WORK ORDER ▸ Gather all lines from the material that contain "speed".
+===+
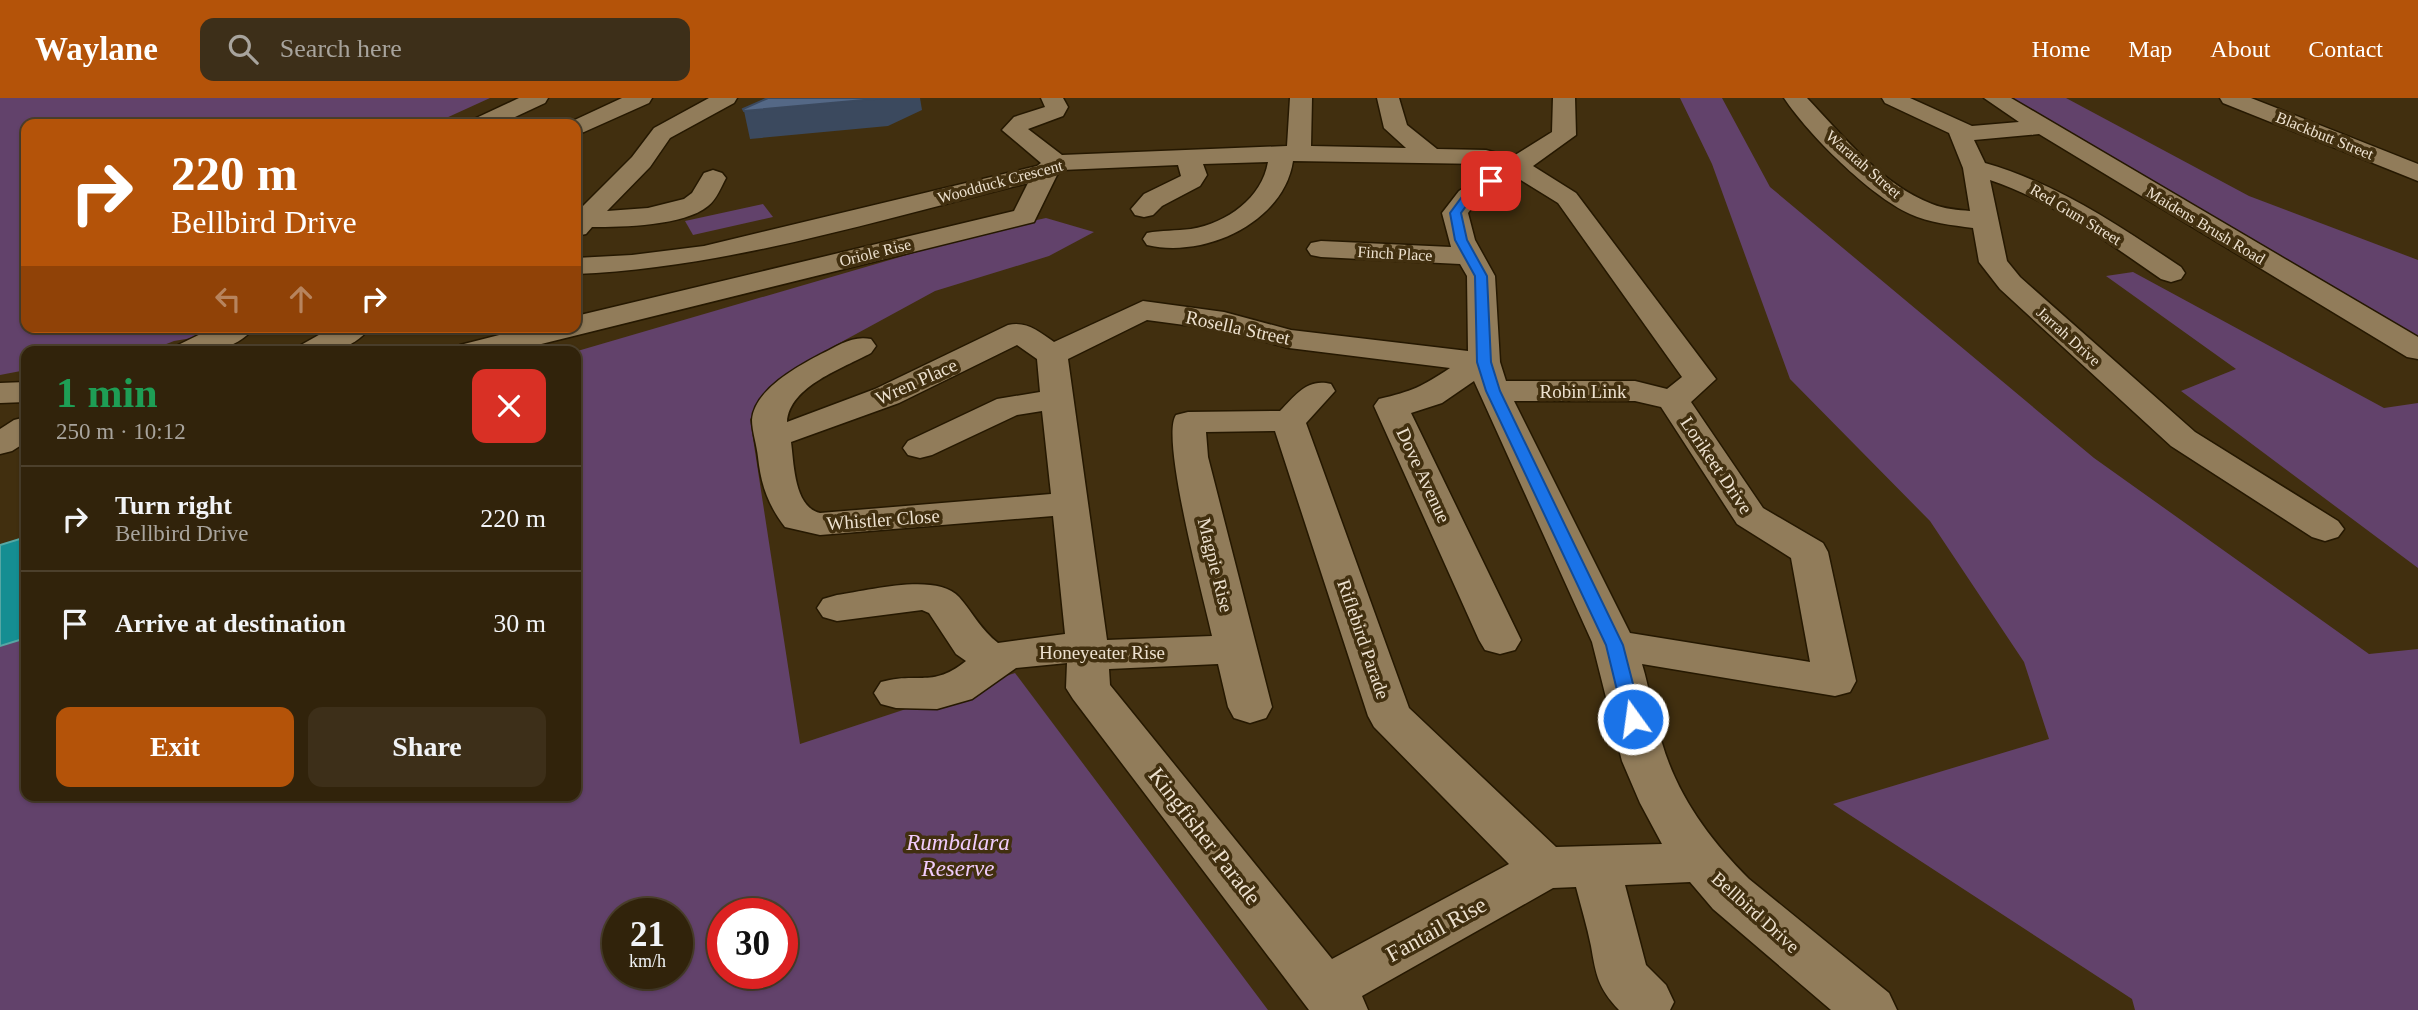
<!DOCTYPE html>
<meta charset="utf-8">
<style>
:root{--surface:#31230b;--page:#3d2f19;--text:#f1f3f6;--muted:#a8a49d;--line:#4c402c;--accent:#b45309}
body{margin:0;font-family:"Times New Roman",serif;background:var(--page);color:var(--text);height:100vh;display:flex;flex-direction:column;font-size:26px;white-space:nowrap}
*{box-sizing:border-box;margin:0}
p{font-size:23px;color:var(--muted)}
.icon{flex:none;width:38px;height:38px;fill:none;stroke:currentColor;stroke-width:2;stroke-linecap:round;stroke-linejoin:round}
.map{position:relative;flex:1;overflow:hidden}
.side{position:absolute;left:21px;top:248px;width:560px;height:455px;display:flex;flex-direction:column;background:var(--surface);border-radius:14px;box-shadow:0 2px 5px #0004,0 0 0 2px var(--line)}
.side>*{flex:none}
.guide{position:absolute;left:21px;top:21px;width:560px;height:214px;border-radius:14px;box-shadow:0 2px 5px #0004,0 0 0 2px var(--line);background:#b45309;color:#fff;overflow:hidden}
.speed{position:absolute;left:602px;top:800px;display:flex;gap:14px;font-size:35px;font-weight:700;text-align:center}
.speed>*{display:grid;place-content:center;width:91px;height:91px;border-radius:50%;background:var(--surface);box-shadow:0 2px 5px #0004,0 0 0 2px var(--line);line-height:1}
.speed small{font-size:18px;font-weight:400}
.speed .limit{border:10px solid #d22;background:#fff;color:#111}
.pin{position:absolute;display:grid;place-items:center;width:60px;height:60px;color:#fff;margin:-30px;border-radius:14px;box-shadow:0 4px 10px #0006}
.me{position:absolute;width:77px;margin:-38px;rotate:346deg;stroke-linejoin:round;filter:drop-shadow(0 0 5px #0008)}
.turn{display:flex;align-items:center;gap:24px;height:147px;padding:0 35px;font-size:32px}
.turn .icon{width:91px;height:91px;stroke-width:2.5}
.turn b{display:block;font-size:49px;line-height:60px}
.lanes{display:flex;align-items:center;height:66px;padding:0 35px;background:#0003;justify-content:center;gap:35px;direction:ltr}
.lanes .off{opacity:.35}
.round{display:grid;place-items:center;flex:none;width:74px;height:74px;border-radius:14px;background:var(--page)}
.head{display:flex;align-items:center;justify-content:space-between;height:119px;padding:0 35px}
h1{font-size:42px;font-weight:800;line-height:52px;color:#1e9e55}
.cta{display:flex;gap:14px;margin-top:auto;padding:14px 35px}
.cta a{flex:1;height:80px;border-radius:14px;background:var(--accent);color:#fff;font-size:28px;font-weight:800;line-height:80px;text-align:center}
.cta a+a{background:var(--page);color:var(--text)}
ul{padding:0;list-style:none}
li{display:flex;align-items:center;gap:21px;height:105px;padding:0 35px;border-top:2px solid var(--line)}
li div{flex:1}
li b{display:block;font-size:26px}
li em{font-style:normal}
header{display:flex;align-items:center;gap:42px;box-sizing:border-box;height:98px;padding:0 35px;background:var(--accent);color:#fff}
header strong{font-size:33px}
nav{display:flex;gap:38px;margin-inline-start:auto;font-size:24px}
.search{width:490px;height:63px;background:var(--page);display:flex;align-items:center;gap:18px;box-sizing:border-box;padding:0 24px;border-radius:14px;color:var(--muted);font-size:26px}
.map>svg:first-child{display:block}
.green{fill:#62426b;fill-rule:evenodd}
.water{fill:#158e92;stroke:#56a7a4;stroke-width:2}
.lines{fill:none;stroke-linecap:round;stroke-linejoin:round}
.minor-casing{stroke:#251801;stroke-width:3}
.minor{fill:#917c5a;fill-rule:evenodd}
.shaded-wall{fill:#3b495e}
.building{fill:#546886;stroke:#3b495e;stroke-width:2}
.route{fill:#1a73e8;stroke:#114b97;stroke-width:2}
.labels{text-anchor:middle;stroke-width:7;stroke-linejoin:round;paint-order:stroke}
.far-street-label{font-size:16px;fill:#ede1cf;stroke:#412f0f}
.street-label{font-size:19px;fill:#ede1cf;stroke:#412f0f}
.near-street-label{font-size:23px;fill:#ede1cf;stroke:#412f0f}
.near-park-label{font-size:23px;font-style:italic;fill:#f1ccfc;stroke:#412f0f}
</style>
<header>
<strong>Waylane</strong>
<div class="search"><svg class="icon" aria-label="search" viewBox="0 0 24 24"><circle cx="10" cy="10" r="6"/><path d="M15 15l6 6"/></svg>Search here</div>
<nav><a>Home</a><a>Map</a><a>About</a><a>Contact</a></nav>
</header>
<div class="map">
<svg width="2418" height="912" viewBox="0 0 2418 912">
<rect width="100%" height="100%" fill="#412f0f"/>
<g class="green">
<polygon points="0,0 490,0 433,26 26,26 26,229 218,229 204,238 174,243 146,254 26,254 26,272 0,277"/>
<polygon points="1680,0 1722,0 1770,89 2094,360 2369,556 2418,551 2418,912 2135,912 2132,901 1833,706 2049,641 2024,564 1930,423 1790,281 1712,66"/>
<polygon points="1996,0 2066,0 2249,98 2418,162 2418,257"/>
<polygon points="763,106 773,119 693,137 685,123"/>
<path d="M1046,120l48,14 -45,24 -114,35 -101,55 -84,73 50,325 215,-71 253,337h-1268v-372l26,-13v171h550l-2,-444 422,-123zM618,816h59v59h-59zM723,816h59v59h-59z"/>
<polygon points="2133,174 2384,310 2418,305 2418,470 2181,293 2236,271 2106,178"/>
</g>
<polygon class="water" points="26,439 26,540 0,548 0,447"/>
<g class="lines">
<defs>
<g id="minor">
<polygon points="519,0 548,0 545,5 500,26 470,26 474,21"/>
<polygon points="622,0 652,0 649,5 584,34 576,36 576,26 566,26"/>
<path d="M709,0h28l-3,5 -64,35 -20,29 -43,44 41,-3 36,-9 8,-6 12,-20 9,-3 9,3 4,5c-5,9 -9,21 -18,28 -24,20 -85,21 -116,21l-6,7 -10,2v-23l56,-56 22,-29z"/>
<path d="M1041,0h22l5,9 -5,9 -35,13 34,26 225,-9 3,-48h22l-1,48 95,2 -22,-20 -7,-30h22l8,27 30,24 49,1 26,7 40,-25 1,-34h22l1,37 -43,31 43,27 140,186 -25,23 72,106 60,35 5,9 28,129 -6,11 -15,4 -193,-32c8,26 11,53 20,79 16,54 48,97 87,136l140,114 8,17h-66l-118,-101 -23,-27 -65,3 21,80 20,20 8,17 -4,8h-51c-21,-22 -23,-35 -28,-64 -4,-20 -10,-39 -15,-59l-23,1 -191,108 6,14h-59l-236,-311 -7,-11 1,-25 -51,5 -44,31 -35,10 -41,-1 -15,-4 -7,-11 7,-11c37,-11 50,7 85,-21l-10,-7 -27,-41 -7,-3 -85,11 -14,-4 -6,-9 6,-9 14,-4c31,-4 99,-23 122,2 14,16 22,33 39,46l67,-9 -12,-118 -233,19 -35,-8c-17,-22 -24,-42 -27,-70 -1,-11 -6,-26 -6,-37 2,-30 46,-54 69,-66 17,-8 31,-19 50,-15l5,7 -5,7c-27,15 -82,33 -84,69l88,-33 133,-64c19,-4 30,6 46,17l89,-41 81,11 67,18 177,21 -1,-75 -7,-12 -139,-7 -10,-2 -4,-6 4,-6 10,-2 130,6 -9,-34 17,-22 36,-23 -11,-4 -191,-3c-9,61 -88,98 -146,84l-4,-6 4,-6c15,-3 29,-2 44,-4 36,-6 71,-31 77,-67l-65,2 4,11 -7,11 -38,20 -9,9 -9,2 -9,-2 -4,-6 13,-15 37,-18 -3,-11 -116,5 -5,5 -23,47 -525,130h-54l5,-7 71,-18h45v-11l438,-105 14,-28c-147,36 -301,85 -452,91v-16l56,-3 72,-9 333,-80 4,-3 -39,-33 12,-13 31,-10zM1516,79l42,26 124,174 -15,12 -32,-8h-129l-6,-19 -5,-86 -20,-36 -7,-27 9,-12zM1147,222l75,10 67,18 161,20c-29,19 -37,23 -71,31l-5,7 105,234 6,10 15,4 15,-4 6,-10 -110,-227 31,-10 32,-22 118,261 30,119 18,42 22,41 -106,3 -147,-139 -103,-285 29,-32 -4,-7c-24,-6 -35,11 -51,27l-92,1 -12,3c-16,23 28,184 36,221l-105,4 -39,-281zM1017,247l20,14 3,33 -43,7 -89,42 -5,7 5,7 12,3 12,-3 85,-40 25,-4 9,83 -231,19c-26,-6 -26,-49 -29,-71l108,-39zM1514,303h121l26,6 76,117 54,34 19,104 -180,-29zM1275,333l93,285 6,11 135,137 -177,95 -222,-274 -1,-16 109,-5 10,43 6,11 16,5 16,-5 6,-11 -64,-250 -2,-25z"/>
<path d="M1784,0h23c36,38 75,87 125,106 12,5 26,6 38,7l-7,-43 -14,-35 -64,-30 -3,-5h28l62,28 47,-4 -35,-24h27l407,239v22l-11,-2 -368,-223 -65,6 11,23c73,21 133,62 196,104l4,6 -4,6 -10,3 -10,-3c-54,-37 -108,-78 -171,-99l17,81 13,16 175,155 143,89 6,8 -6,8 -13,4 -13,-4 -141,-91 -171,-157 -21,-27 -6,-34c-21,-3 -44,-5 -63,-14 -41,-19 -101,-79 -126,-116z"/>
<polygon points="2220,0 2251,0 2418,66 2418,83 2223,5"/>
<path d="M215,229h39c-17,25 -53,25 -81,25l5,-7z"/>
<path d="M333,229h37c-17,25 -47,25 -74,25l5,-7z"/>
<polygon points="26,284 26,304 0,305 0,285"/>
<polygon points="26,319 26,344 12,353 0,356 0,331 14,322"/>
</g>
</defs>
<use href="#minor" class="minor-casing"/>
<use href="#minor" class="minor"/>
</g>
<polygon class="shaded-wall" points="886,0 920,0 922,12 888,28 750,41 744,13"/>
<polygon class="building" points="768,0 886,0 744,13 743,11"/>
<polygon class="route" points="1487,81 1496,83 1472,100 1461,115 1467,142 1487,178 1491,264 1500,293 1623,547 1642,621 1640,626 1627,626 1624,621 1606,547 1486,293 1477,264 1475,178 1455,142 1450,115 1464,96"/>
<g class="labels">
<g class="far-street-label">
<text transform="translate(2325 37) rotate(22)" y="6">Blackbutt Street</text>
<text transform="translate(1864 66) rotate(41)" y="6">Waratah Street</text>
<text transform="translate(1000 83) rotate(-15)" y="6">Woodduck Crescent</text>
<text transform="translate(2076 116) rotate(31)" y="6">Red Gum Street</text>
<text transform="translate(2206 127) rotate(31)" y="6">Maidens Brush Road</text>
<text transform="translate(875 154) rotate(-14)" y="6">Oriole Rise</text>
<text transform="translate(1395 155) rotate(3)" y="6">Finch Place</text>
<text transform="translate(2069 238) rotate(42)" y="6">Jarrah Drive</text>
</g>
<g class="street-label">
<text transform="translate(1238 229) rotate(12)" y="7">Rosella Street</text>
<text transform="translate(916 283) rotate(-24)" y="7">Wren Place</text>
<text x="1583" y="300">Robin Link</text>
<text transform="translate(1717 367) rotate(56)" y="7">Lorikeet Drive</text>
<text transform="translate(1424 377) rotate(65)" y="7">Dove Avenue</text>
<text transform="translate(883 421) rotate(-4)" y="7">Whistler Close</text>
<text transform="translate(1216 467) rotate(76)" y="7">Magpie Rise</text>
<text transform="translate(1364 541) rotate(71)" y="7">Riflebird Parade</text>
<text x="1102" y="561">Honeyeater Rise</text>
<text transform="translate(1756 814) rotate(42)" y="7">Bellbird Drive</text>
</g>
<g class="near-street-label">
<text transform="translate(1205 738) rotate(52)" y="8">Kingfisher Parade</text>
<text transform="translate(1436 831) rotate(-29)" y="8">Fantail Rise</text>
</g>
<g class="near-park-label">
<text x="958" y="752">Rumbalara<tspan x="958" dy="26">Reserve</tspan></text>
</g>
</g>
</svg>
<div class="speed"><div>21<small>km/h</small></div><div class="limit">30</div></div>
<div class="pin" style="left:1491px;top:83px;background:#d93025"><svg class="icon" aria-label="arrive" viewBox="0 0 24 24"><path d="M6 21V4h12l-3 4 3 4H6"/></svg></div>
<svg class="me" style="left:1633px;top:621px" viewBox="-20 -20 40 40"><circle r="17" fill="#1a73e8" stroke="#fff" stroke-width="3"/><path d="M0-11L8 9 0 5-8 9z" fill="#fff"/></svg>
<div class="guide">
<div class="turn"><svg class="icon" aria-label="right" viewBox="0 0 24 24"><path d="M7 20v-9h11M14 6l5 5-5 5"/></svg><div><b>220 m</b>Bellbird Drive</div></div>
<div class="lanes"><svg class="icon off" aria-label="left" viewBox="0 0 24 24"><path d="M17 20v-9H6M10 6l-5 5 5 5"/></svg><svg class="icon off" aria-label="ahead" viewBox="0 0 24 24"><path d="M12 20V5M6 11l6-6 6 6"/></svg><svg class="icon" aria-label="right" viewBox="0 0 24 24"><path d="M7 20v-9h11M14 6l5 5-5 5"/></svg></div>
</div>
<section class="side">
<div class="head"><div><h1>1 min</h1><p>250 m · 10:12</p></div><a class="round" style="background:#d93025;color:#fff"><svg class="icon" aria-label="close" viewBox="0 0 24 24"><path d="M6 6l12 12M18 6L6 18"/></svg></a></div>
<ul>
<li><svg class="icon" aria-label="right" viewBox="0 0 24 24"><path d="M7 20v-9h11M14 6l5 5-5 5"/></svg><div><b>Turn right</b><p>Bellbird Drive</p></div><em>220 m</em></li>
<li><svg class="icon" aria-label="arrive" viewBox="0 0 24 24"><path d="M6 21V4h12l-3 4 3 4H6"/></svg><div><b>Arrive at destination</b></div><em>30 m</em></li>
</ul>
<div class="cta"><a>Exit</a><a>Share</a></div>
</section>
</div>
+===+
TASK SOLUTION ▸
.speed{position:absolute;left:602px;top:800px;display:flex;gap:14px;font-size:35px;font-weight:700;text-align:center}
.speed>*{display:grid;place-content:center;width:91px;height:91px;border-radius:50%;background:var(--surface);box-shadow:0 2px 5px #0004,0 0 0 2px var(--line);line-height:1}
.speed small{font-size:18px;font-weight:400}
.speed .limit{border:10px solid #d22;background:#fff;color:#111}
<div class="speed"><div>21<small>km/h</small></div><div class="limit">30</div></div>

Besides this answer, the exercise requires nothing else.